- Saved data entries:
□ □ □ □ □

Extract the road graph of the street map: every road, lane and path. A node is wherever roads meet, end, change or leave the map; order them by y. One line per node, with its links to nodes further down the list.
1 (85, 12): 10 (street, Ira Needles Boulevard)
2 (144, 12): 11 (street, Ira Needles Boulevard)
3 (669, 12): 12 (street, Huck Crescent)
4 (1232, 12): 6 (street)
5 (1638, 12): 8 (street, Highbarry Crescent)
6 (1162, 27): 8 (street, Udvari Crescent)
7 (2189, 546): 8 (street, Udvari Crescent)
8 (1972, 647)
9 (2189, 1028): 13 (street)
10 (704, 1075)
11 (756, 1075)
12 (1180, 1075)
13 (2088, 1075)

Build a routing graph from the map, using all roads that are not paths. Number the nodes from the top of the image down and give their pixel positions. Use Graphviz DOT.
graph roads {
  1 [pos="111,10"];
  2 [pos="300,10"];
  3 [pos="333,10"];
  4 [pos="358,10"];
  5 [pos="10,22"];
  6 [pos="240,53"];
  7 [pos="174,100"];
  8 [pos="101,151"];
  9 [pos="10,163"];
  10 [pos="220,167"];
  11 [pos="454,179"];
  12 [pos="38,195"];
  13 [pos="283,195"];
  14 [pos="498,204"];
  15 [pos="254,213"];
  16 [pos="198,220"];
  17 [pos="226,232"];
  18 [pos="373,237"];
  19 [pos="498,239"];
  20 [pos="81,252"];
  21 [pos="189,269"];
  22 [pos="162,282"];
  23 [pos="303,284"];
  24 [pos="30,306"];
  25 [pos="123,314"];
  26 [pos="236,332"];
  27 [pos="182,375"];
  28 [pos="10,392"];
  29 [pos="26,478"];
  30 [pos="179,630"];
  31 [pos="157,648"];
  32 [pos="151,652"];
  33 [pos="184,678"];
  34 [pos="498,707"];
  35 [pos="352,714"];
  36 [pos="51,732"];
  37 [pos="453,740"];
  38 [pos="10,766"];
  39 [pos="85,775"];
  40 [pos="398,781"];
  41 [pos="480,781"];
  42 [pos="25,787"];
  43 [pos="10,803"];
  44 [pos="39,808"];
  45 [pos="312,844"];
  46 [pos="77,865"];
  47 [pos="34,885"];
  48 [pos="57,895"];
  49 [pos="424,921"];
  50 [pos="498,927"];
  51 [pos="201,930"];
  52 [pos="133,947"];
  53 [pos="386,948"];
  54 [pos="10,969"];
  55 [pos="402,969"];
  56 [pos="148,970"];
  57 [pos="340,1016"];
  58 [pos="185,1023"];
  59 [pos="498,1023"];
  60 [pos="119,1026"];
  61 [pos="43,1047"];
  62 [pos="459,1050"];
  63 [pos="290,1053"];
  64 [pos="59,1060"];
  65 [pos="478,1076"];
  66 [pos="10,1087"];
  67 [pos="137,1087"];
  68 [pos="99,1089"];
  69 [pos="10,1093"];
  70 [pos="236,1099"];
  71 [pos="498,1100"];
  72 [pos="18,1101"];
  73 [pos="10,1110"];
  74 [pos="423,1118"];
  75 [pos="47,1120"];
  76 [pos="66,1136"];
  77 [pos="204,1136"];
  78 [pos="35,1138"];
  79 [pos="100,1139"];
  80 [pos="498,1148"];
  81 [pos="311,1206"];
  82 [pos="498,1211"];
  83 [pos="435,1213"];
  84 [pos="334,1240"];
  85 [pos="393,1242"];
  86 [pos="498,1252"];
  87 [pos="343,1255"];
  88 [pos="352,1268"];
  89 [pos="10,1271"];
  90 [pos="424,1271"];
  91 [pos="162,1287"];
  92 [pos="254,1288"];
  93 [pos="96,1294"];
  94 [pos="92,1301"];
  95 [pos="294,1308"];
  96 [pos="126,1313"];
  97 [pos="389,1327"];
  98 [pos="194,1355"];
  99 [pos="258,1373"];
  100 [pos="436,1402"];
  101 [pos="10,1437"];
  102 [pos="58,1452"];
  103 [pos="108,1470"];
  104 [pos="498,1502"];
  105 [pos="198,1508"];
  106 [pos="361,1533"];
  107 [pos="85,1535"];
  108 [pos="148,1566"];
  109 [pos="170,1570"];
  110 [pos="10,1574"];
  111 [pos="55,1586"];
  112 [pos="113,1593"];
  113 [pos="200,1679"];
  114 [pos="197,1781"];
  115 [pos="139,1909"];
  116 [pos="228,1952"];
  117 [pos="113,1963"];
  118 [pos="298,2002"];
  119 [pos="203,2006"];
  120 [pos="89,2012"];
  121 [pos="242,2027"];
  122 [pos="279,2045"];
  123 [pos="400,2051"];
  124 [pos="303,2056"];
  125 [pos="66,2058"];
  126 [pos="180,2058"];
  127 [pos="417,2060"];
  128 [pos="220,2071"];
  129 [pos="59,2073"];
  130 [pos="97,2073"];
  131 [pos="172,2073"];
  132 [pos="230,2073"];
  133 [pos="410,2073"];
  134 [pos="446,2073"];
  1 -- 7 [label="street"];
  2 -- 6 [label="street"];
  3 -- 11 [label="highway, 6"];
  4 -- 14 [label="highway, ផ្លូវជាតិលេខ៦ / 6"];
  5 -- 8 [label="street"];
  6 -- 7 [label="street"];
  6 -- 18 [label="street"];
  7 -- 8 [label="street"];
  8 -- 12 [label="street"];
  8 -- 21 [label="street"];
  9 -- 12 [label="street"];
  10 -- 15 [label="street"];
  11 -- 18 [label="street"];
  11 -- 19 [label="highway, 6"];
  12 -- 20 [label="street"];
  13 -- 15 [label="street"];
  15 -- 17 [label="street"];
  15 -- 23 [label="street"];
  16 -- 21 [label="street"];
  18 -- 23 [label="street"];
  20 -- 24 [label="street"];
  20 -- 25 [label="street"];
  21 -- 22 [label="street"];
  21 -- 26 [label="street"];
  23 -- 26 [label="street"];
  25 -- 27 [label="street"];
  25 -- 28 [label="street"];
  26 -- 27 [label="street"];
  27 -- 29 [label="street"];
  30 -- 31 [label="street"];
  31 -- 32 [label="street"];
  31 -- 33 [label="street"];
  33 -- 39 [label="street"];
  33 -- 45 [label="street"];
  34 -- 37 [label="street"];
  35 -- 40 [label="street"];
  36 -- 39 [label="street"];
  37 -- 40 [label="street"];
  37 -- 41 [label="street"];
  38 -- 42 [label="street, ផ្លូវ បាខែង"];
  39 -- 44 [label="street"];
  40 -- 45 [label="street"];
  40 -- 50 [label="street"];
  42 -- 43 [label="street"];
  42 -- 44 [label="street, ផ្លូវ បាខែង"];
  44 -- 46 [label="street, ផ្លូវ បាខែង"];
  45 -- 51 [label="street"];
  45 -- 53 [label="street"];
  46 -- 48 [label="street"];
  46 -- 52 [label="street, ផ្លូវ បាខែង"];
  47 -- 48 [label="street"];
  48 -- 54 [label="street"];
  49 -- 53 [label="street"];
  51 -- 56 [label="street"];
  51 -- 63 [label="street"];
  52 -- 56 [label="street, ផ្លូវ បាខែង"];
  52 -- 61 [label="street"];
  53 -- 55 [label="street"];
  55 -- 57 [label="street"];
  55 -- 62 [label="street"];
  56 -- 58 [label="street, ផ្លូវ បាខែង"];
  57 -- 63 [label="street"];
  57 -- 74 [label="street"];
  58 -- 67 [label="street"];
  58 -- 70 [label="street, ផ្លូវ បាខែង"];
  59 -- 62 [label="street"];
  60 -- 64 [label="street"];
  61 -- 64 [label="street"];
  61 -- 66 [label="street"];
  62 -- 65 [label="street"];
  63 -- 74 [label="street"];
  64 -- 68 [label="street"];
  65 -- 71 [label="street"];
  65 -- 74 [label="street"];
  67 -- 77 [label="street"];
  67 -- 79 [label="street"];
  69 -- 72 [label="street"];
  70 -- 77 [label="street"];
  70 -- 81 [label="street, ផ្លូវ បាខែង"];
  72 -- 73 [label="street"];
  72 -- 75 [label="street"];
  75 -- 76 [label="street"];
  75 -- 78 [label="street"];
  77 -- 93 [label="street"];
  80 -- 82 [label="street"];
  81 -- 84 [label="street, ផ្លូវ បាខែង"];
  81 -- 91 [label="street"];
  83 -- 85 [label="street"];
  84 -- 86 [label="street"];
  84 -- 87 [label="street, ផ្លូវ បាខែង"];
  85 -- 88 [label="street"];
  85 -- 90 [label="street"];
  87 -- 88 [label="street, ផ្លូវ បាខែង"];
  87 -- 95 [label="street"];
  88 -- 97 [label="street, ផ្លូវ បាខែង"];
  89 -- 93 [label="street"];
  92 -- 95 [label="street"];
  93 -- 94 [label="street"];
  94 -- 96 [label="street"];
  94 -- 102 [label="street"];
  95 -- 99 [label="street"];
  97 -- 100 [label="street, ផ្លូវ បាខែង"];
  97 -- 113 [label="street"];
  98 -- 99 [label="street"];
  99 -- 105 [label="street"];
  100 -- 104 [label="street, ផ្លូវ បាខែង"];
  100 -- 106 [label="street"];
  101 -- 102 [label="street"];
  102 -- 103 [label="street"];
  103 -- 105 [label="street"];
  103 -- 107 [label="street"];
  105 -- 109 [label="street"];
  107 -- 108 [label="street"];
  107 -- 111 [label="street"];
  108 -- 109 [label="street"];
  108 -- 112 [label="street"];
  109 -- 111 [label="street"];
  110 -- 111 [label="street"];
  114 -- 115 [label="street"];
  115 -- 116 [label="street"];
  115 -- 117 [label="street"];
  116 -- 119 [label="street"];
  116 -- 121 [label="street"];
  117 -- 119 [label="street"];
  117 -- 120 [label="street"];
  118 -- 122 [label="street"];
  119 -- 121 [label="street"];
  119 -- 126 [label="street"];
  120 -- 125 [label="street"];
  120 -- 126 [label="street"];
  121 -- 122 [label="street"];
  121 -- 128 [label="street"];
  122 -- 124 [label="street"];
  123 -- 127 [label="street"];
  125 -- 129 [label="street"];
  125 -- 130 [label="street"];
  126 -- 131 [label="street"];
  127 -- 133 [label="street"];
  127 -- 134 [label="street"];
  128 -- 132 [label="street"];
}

□ □ □ □ □

- PROBLEM REQUIREMENTS: Check each line above for the string "Boulevard" and copy every line that has it.

- WORKED SOLUTION:
1 (85, 12): 10 (street, Ira Needles Boulevard)
2 (144, 12): 11 (street, Ira Needles Boulevard)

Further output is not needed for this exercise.